### EXERCISE DESCRIPTION
Copy out the lines of the records below, and only those lines, from the one with "ring mcp: (1229, 777)" through the one with "middle dip: (1138, 774)", exactly as they appear.

*** Opening of RECORDS PROVIDED ***

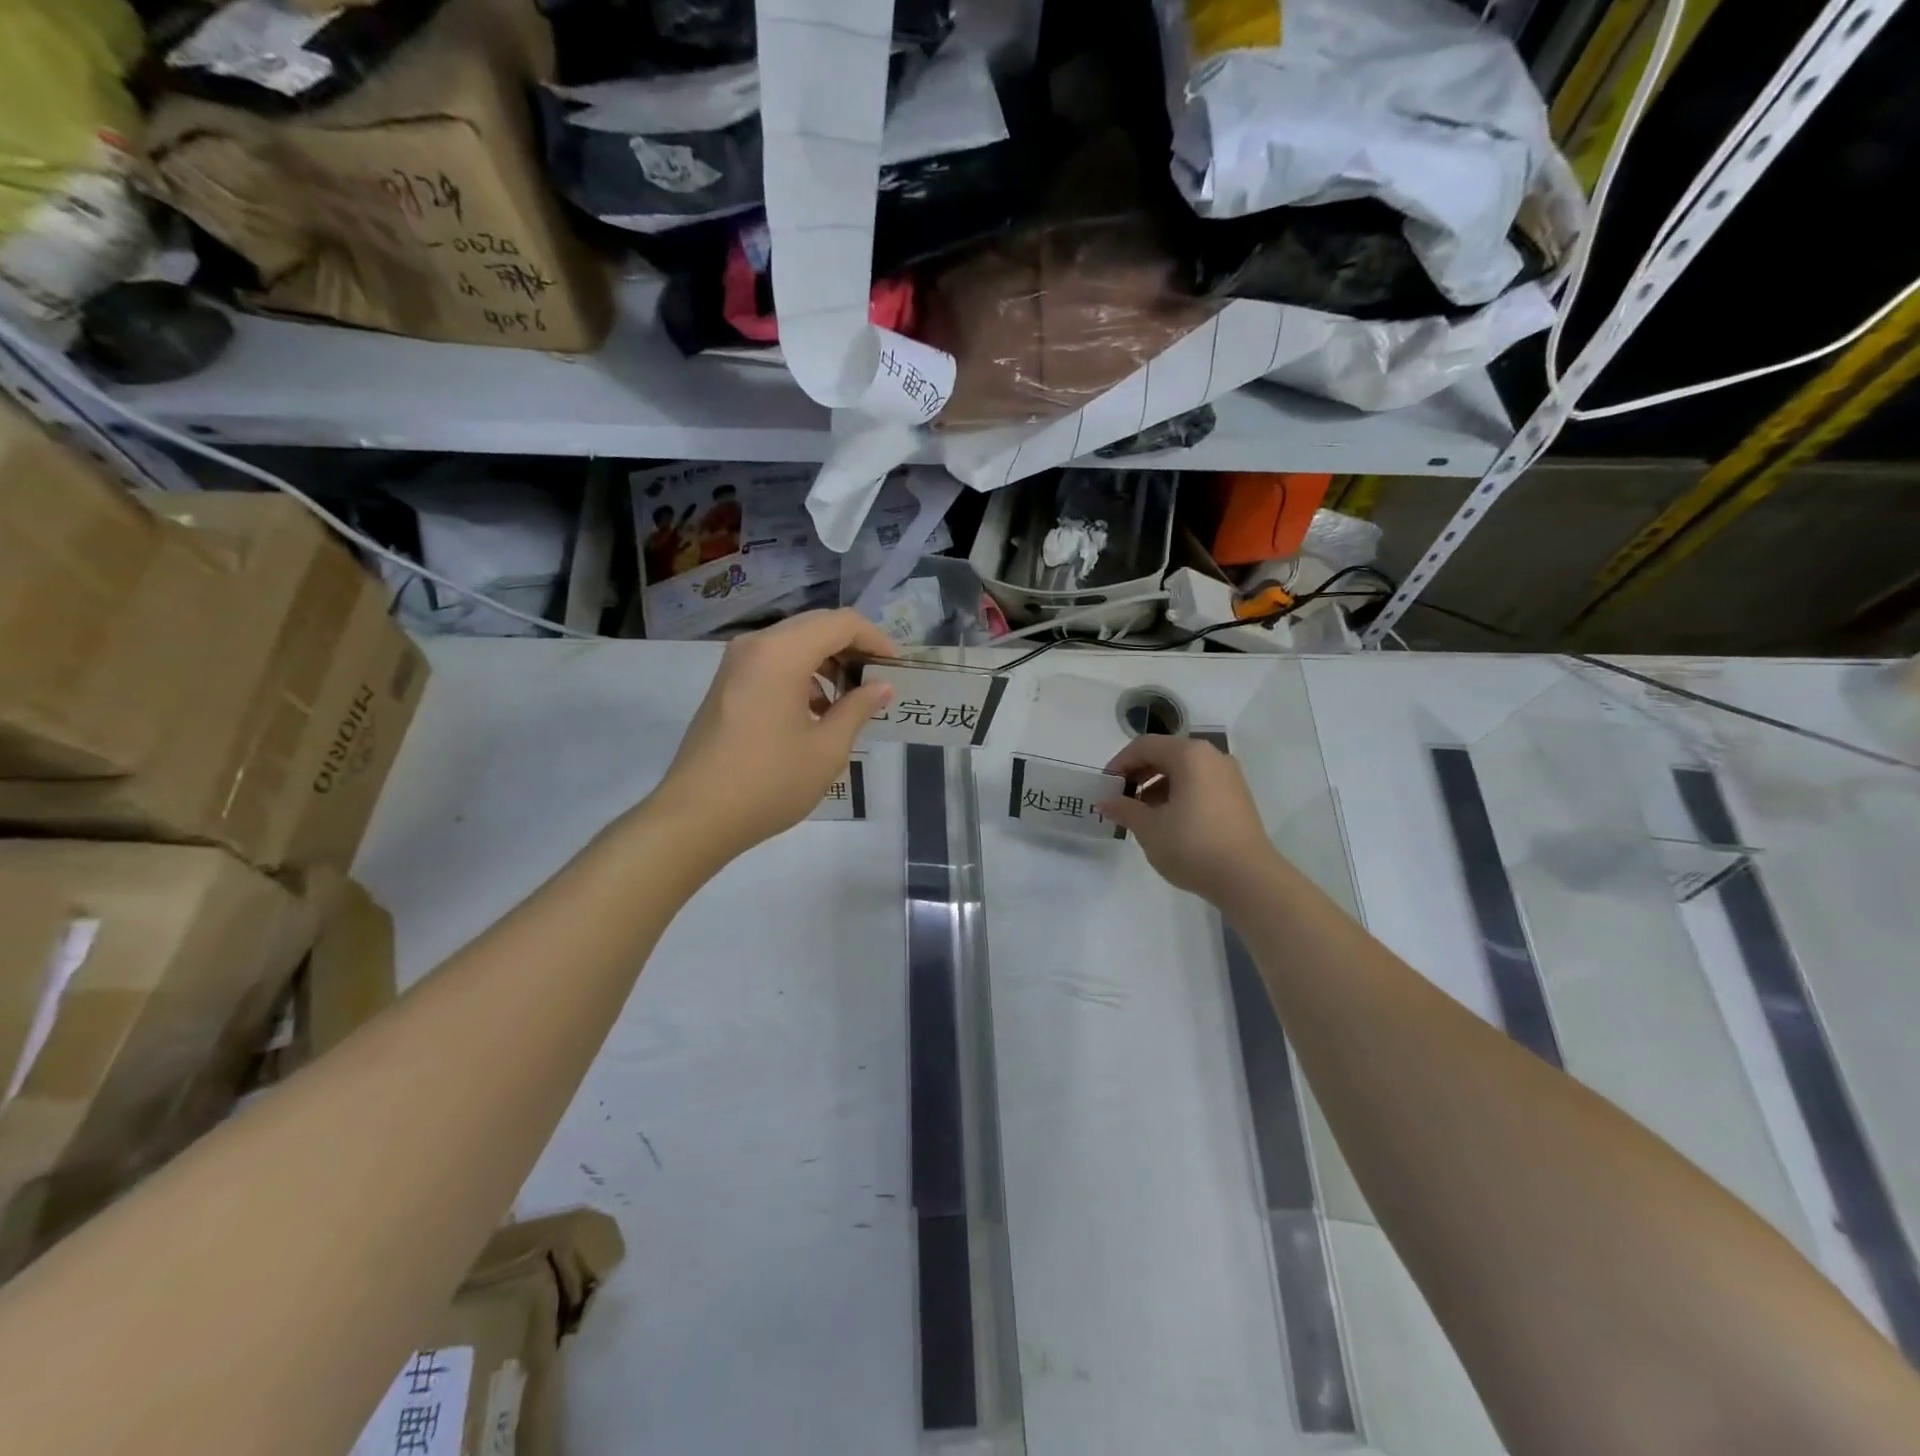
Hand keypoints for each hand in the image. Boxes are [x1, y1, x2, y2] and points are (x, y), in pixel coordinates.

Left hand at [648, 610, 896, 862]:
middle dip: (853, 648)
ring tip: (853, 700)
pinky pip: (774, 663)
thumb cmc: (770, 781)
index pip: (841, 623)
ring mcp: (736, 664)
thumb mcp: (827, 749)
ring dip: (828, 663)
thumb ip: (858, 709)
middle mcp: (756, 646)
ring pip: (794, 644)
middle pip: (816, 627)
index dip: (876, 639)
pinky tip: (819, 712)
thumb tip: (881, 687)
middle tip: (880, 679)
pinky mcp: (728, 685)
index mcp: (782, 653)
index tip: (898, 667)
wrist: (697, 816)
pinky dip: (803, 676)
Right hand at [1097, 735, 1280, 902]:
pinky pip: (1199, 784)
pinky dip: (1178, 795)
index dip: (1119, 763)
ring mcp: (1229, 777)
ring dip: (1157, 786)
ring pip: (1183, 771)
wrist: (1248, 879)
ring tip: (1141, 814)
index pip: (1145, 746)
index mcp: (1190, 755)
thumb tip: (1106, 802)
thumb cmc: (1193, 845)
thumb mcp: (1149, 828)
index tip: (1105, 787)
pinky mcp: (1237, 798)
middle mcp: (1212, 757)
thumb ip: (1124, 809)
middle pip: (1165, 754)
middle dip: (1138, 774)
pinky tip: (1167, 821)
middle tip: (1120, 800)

*** Close of RECORDS PROVIDED ***

### RESPONSE TO THE EXERCISE
ring mcp: (1229, 777)
ring dip: (1157, 786)
ring pip: (1183, 771)
wrist: (1248, 879)
ring tip: (1141, 814)
index pip: (1145, 746)
index mcp: (1190, 755)
thumb tip: (1106, 802)
thumb cmc: (1193, 845)
thumb mcp: (1149, 828)
index tip: (1105, 787)
pinky mcp: (1237, 798)
middle mcp: (1212, 757)
thumb ip: (1124, 809)
middle pip: (1165, 754)
middle dip: (1138, 774)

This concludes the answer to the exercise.